Write out again, exactly, the lines below starting at the one with "cairo_set_source_surface(cr, image, x, y);" and ending at the one with "cairo_line_to(cr, 509, 46);".

=== RECORDS FOR THE TASK ===

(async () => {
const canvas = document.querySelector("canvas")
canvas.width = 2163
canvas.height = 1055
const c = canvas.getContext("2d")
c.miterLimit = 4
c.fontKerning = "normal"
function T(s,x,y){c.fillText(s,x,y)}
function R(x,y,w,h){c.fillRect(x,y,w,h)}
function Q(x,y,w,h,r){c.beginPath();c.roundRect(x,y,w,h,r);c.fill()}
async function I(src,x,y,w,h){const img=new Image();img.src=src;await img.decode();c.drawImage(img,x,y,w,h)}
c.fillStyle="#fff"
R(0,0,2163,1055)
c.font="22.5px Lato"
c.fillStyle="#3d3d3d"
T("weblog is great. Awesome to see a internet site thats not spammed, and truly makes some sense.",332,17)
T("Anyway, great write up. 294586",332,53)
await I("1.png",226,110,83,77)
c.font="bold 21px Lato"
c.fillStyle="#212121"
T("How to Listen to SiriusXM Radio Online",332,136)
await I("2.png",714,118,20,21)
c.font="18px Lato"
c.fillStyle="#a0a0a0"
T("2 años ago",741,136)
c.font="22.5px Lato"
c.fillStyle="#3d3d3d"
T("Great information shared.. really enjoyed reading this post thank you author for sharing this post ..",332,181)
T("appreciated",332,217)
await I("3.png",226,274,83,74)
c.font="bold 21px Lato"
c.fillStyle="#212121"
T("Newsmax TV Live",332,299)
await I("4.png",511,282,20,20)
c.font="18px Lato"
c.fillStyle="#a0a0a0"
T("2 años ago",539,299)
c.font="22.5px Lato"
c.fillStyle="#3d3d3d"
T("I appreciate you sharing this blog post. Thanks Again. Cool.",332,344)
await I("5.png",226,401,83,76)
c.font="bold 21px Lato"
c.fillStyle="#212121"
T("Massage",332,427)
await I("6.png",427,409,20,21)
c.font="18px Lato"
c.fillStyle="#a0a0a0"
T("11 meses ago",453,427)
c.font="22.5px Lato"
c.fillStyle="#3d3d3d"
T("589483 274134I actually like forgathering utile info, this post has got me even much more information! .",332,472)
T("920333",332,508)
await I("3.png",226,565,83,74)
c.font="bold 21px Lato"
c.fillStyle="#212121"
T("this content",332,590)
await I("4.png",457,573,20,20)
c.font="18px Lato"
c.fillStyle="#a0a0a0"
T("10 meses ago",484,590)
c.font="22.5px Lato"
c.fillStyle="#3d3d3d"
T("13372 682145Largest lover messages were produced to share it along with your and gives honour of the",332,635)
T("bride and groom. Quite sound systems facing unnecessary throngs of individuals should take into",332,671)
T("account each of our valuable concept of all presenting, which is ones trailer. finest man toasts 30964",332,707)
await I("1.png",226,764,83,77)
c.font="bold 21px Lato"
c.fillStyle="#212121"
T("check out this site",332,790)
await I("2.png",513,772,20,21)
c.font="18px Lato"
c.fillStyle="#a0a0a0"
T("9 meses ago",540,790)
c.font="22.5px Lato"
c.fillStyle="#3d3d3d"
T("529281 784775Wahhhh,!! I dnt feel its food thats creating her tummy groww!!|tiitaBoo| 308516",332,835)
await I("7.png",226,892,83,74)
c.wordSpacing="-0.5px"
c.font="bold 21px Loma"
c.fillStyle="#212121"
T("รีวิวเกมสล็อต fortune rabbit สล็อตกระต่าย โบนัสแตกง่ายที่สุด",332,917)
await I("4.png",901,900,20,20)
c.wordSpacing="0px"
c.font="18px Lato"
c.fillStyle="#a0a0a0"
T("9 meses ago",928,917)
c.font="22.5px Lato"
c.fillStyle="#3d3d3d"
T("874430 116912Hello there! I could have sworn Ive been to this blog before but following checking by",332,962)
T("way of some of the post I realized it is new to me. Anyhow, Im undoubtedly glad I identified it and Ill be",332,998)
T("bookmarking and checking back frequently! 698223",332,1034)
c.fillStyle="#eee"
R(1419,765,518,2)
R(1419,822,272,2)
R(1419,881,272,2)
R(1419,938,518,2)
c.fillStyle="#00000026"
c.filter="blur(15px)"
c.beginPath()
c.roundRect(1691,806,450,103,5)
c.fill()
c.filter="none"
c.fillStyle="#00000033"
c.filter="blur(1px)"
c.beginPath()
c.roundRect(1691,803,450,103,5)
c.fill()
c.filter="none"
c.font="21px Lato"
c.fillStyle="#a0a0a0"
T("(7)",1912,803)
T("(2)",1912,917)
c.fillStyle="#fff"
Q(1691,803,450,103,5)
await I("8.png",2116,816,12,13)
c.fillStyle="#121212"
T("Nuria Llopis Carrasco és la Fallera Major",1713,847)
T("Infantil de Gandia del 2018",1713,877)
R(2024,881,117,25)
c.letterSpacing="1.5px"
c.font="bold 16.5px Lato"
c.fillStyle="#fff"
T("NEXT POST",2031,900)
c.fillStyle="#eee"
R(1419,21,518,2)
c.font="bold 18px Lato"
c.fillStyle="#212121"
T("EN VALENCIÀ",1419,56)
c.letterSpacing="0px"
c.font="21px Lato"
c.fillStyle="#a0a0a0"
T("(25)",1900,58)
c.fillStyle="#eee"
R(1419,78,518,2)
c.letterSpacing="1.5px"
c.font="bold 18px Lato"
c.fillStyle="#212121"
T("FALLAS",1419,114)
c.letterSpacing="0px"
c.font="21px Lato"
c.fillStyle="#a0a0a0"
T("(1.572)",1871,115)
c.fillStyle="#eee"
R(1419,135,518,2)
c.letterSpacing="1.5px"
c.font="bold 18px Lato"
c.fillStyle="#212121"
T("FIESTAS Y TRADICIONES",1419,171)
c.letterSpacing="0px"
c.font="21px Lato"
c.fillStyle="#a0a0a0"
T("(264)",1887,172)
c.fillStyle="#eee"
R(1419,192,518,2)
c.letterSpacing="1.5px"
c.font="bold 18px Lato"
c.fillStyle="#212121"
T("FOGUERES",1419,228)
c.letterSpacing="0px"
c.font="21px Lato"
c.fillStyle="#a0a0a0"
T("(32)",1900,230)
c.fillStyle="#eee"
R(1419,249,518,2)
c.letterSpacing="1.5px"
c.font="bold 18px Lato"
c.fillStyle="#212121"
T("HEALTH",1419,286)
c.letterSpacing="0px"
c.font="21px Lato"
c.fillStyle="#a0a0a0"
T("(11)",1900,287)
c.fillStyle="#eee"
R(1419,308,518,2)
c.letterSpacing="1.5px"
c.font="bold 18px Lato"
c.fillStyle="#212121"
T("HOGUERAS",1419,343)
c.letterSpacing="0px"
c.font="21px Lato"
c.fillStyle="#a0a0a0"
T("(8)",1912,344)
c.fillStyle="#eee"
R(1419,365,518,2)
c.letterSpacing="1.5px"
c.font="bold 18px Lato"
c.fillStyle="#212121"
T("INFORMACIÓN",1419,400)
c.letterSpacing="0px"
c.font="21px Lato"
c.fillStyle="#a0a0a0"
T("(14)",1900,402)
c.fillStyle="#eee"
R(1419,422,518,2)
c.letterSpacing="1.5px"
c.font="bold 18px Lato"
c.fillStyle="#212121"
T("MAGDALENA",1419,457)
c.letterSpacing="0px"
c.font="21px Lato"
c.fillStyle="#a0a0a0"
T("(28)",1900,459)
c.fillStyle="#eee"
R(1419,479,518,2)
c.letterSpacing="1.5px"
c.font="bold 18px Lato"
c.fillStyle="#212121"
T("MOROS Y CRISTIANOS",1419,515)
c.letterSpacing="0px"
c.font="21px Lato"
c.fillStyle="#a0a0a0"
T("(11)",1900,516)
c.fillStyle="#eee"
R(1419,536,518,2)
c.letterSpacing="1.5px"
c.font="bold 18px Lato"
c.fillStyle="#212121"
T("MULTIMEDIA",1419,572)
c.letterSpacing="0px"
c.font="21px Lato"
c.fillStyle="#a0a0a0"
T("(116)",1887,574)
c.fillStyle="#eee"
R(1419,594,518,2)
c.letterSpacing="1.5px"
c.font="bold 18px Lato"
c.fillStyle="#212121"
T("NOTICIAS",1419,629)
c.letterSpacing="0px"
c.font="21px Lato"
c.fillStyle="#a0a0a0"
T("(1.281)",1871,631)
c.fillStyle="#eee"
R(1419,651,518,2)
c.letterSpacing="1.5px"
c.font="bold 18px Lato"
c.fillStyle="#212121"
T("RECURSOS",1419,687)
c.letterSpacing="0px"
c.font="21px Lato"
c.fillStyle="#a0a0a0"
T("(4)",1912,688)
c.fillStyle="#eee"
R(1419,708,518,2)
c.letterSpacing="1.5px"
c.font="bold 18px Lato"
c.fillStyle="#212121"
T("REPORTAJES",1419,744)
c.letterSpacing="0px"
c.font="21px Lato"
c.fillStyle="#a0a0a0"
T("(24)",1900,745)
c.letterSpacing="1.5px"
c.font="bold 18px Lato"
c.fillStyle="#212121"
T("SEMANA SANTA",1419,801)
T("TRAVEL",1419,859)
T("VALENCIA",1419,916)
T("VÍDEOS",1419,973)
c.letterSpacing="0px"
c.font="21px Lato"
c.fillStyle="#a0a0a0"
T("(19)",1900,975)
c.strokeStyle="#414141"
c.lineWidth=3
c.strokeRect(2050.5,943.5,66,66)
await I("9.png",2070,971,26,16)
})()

===
=== RECORDS FOR THE TASK ===

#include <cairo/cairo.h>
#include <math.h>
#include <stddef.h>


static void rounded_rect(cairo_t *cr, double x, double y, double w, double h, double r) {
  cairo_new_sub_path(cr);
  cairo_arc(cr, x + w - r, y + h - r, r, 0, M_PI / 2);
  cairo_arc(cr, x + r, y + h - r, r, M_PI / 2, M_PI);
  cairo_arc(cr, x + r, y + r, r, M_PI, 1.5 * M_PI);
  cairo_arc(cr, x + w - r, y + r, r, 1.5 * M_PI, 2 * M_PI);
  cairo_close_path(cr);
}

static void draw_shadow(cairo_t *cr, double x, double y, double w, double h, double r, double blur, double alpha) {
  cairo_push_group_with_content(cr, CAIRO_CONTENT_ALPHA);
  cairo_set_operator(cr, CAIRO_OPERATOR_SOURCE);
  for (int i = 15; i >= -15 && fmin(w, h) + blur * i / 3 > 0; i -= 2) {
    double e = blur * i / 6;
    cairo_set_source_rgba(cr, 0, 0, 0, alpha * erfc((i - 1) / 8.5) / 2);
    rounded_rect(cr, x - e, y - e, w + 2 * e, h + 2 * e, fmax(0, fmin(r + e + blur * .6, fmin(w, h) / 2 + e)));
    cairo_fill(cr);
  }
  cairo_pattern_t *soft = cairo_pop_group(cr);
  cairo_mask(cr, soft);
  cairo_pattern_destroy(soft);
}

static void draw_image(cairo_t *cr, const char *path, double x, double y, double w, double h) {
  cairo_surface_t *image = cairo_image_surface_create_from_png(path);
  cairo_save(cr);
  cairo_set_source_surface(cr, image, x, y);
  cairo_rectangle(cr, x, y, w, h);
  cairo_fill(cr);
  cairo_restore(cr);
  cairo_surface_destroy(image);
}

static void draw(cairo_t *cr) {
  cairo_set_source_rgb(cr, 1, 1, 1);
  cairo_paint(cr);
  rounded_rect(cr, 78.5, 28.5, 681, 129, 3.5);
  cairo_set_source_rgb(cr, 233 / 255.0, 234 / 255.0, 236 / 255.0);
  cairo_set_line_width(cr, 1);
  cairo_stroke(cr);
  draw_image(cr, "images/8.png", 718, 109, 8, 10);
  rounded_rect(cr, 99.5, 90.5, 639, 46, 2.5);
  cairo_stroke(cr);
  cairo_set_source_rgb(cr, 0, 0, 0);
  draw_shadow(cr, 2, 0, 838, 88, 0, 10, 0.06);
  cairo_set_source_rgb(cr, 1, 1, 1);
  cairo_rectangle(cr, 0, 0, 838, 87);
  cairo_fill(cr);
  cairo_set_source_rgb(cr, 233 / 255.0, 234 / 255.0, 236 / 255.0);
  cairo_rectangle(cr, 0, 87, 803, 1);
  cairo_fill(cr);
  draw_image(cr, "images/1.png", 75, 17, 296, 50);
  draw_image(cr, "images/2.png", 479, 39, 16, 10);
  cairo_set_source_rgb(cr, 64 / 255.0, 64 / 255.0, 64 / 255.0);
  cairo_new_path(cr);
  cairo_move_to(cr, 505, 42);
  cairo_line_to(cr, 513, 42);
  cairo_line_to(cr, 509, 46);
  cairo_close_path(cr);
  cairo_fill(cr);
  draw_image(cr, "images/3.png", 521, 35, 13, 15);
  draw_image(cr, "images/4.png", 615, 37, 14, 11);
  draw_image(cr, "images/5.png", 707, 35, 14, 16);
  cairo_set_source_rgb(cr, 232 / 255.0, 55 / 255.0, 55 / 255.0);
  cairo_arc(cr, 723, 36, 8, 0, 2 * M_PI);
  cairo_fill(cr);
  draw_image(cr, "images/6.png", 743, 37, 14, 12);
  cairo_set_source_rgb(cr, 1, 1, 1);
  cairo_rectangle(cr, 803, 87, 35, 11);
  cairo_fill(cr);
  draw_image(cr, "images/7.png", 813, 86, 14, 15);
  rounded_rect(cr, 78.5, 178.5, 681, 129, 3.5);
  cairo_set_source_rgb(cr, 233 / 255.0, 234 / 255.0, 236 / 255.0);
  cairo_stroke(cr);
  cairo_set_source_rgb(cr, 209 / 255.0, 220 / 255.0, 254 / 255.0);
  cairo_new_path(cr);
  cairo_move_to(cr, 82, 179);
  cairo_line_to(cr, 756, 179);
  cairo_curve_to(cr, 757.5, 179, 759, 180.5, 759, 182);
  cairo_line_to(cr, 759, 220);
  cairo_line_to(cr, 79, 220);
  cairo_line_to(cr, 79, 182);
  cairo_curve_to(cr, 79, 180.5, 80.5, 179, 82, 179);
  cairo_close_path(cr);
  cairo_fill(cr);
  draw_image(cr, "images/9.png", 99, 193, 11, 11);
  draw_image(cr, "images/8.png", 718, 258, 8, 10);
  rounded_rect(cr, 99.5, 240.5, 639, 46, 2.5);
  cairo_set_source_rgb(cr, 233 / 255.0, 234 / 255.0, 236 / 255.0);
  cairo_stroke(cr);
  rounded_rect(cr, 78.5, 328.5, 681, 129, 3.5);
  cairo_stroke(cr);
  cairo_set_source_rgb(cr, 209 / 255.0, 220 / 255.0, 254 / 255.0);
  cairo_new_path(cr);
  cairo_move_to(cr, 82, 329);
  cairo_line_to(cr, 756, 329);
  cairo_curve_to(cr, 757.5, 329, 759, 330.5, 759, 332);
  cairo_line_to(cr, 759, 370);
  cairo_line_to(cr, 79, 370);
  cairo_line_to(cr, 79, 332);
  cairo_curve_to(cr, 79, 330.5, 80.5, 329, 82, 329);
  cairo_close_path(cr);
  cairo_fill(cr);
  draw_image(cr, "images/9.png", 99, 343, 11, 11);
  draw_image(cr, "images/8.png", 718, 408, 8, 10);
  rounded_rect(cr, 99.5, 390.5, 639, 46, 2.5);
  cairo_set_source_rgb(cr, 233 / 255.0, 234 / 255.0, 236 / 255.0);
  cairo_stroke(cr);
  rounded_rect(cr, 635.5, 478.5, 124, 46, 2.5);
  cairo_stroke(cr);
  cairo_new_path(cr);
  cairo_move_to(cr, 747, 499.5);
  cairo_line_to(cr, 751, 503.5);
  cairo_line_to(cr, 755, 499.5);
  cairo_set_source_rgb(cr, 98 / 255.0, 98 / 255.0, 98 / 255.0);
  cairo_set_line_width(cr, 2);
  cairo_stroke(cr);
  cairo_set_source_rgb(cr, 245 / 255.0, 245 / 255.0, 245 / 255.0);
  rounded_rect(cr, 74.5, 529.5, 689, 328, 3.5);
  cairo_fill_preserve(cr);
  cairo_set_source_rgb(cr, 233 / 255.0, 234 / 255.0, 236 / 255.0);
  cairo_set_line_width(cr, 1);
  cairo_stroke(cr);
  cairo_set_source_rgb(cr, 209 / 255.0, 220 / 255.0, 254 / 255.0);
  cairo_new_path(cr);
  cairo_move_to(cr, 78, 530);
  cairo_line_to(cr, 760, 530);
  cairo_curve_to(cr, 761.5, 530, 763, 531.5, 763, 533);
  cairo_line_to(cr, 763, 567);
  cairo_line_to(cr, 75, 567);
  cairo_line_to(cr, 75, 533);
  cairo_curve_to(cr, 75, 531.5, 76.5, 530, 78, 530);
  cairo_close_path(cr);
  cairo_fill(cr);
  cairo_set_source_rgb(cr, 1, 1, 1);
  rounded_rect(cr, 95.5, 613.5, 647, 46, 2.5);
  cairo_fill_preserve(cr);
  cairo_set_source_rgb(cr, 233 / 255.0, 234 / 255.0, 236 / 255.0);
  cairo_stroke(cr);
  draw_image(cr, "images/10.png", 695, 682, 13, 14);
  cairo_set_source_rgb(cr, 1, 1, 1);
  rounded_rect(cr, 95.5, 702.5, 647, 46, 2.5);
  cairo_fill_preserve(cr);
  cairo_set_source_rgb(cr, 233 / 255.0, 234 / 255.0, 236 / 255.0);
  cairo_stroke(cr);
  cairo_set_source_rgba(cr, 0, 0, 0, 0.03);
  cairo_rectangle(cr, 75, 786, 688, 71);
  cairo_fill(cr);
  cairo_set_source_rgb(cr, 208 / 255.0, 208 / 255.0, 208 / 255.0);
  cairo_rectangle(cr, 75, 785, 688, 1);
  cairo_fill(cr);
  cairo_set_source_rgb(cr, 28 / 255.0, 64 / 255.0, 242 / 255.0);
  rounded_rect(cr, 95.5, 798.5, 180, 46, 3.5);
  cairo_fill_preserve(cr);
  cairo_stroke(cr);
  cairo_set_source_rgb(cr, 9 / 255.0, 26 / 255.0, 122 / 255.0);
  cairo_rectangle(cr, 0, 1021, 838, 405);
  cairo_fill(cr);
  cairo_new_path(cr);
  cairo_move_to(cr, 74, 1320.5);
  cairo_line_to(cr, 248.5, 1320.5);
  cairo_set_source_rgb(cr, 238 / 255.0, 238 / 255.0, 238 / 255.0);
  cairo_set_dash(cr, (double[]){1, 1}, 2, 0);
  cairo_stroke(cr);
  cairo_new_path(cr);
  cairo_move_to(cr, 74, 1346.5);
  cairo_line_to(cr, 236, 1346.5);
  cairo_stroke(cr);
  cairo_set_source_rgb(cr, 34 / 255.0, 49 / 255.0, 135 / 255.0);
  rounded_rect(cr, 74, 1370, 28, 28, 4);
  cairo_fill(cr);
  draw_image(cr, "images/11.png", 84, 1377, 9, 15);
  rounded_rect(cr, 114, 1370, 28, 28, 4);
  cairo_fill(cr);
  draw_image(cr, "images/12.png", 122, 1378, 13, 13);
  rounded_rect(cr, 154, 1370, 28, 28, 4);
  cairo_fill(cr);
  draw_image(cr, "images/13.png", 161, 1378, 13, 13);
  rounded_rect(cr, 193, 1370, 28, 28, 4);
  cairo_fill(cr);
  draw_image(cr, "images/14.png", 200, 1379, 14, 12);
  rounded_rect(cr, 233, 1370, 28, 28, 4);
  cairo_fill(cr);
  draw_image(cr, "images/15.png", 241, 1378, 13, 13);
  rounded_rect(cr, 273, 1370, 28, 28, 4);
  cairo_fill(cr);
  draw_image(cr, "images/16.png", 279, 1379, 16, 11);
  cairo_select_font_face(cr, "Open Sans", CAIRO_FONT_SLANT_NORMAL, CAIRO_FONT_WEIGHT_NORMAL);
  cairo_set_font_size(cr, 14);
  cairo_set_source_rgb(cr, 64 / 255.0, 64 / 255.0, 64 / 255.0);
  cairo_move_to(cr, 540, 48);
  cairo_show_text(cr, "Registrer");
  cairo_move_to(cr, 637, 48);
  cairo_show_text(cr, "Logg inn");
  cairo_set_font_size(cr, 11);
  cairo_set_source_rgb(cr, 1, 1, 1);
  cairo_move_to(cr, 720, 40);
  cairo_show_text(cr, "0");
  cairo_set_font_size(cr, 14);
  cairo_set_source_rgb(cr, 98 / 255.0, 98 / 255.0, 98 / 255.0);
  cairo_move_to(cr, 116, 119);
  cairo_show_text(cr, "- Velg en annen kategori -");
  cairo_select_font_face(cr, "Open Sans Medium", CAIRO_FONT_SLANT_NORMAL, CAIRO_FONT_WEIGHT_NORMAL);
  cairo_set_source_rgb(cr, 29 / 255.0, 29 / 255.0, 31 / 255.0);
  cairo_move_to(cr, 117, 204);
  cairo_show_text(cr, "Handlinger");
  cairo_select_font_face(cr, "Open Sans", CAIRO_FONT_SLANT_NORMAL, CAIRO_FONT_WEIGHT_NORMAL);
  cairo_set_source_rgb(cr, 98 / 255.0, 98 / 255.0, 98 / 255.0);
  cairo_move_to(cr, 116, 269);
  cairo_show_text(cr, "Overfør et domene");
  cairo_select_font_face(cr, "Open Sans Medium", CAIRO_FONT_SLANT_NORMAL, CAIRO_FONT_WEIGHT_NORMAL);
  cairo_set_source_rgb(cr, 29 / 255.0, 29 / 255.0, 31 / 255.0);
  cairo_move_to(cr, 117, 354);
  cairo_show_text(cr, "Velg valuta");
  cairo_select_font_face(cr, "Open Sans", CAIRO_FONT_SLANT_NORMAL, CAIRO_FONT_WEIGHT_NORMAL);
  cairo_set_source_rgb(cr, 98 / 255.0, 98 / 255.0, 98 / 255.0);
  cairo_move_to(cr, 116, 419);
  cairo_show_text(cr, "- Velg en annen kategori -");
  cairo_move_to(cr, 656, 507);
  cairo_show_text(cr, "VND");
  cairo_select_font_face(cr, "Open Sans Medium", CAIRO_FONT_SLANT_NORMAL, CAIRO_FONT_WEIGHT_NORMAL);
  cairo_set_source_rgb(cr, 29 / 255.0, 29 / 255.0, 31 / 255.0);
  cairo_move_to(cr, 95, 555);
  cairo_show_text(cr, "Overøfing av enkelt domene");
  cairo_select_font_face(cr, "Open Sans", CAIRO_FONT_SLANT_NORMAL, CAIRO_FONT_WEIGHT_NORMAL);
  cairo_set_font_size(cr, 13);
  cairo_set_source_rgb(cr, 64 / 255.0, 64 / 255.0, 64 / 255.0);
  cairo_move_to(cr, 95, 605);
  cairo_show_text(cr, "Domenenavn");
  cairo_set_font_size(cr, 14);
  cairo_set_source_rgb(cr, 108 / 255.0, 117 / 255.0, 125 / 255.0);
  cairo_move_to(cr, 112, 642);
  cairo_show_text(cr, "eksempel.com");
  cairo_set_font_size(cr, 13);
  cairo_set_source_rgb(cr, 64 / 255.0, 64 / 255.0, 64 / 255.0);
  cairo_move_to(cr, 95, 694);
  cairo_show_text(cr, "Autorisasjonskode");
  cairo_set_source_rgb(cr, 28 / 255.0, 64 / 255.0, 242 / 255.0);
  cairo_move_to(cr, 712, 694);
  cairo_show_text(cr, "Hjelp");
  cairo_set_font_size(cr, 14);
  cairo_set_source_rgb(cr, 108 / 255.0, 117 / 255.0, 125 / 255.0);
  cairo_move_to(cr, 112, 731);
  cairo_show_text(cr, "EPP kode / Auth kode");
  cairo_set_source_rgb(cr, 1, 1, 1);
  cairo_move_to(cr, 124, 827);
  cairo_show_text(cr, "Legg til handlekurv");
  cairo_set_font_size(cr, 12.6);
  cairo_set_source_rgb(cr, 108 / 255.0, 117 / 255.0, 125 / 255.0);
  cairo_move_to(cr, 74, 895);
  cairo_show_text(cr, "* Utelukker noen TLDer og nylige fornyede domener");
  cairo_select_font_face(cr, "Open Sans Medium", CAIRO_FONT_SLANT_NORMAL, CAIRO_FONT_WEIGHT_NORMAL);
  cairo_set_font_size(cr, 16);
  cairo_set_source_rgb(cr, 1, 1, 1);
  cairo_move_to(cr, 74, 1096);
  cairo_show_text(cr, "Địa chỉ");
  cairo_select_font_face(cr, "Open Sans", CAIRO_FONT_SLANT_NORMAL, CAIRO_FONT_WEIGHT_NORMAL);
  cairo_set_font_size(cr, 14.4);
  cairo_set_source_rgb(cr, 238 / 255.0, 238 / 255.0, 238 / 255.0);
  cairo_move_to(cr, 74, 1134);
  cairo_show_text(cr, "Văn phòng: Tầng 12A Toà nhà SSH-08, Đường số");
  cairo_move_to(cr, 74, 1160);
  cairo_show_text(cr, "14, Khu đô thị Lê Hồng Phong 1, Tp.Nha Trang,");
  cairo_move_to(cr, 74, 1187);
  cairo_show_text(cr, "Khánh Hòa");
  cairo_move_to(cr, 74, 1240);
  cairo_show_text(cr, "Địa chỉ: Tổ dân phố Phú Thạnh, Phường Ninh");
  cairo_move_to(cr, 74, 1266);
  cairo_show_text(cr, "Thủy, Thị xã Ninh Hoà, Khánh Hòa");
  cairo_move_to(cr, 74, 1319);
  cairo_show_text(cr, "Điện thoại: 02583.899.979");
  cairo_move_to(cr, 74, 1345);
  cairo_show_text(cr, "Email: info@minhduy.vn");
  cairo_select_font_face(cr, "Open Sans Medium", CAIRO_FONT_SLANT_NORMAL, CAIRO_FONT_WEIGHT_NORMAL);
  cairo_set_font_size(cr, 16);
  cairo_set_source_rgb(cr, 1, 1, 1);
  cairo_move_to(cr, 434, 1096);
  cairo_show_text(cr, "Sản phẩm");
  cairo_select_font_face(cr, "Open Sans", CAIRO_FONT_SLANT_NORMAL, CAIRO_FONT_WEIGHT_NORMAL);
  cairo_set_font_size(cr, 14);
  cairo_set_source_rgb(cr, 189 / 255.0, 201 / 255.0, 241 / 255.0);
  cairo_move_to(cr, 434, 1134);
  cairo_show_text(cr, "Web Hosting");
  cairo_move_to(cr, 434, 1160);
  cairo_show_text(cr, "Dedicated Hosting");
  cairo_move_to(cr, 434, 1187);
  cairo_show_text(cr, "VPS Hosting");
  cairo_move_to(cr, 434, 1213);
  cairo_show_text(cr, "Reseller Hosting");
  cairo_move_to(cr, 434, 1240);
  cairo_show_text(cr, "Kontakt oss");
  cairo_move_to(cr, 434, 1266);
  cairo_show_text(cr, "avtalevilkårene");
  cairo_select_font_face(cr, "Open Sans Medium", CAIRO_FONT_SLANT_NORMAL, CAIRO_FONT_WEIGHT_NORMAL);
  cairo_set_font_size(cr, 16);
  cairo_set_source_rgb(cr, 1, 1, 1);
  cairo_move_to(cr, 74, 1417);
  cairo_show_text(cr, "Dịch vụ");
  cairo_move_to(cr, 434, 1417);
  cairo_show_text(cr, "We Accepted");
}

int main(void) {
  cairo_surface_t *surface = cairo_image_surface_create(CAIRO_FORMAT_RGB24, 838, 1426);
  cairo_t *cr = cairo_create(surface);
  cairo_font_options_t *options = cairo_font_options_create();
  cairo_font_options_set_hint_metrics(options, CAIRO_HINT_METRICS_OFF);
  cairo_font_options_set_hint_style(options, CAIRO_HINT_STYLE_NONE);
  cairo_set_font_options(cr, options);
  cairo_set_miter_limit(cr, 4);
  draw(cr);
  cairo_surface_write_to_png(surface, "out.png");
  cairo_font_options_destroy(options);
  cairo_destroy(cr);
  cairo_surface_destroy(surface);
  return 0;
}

===

### [TASK OUTPUT]
  cairo_set_source_surface(cr, image, x, y);
  cairo_rectangle(cr, x, y, w, h);
  cairo_fill(cr);
  cairo_restore(cr);
  cairo_surface_destroy(image);
}

static void draw(cairo_t *cr) {
  cairo_set_source_rgb(cr, 1, 1, 1);
  cairo_paint(cr);
  rounded_rect(cr, 78.5, 28.5, 681, 129, 3.5);
  cairo_set_source_rgb(cr, 233 / 255.0, 234 / 255.0, 236 / 255.0);
  cairo_set_line_width(cr, 1);
  cairo_stroke(cr);
  draw_image(cr, "images/8.png", 718, 109, 8, 10);
  rounded_rect(cr, 99.5, 90.5, 639, 46, 2.5);
  cairo_stroke(cr);
  cairo_set_source_rgb(cr, 0, 0, 0);
  draw_shadow(cr, 2, 0, 838, 88, 0, 10, 0.06);
  cairo_set_source_rgb(cr, 1, 1, 1);
  cairo_rectangle(cr, 0, 0, 838, 87);
  cairo_fill(cr);
  cairo_set_source_rgb(cr, 233 / 255.0, 234 / 255.0, 236 / 255.0);
  cairo_rectangle(cr, 0, 87, 803, 1);
  cairo_fill(cr);
  draw_image(cr, "images/1.png", 75, 17, 296, 50);
  draw_image(cr, "images/2.png", 479, 39, 16, 10);
  cairo_set_source_rgb(cr, 64 / 255.0, 64 / 255.0, 64 / 255.0);
  cairo_new_path(cr);
  cairo_move_to(cr, 505, 42);
  cairo_line_to(cr, 513, 42);
  cairo_line_to(cr, 509, 46);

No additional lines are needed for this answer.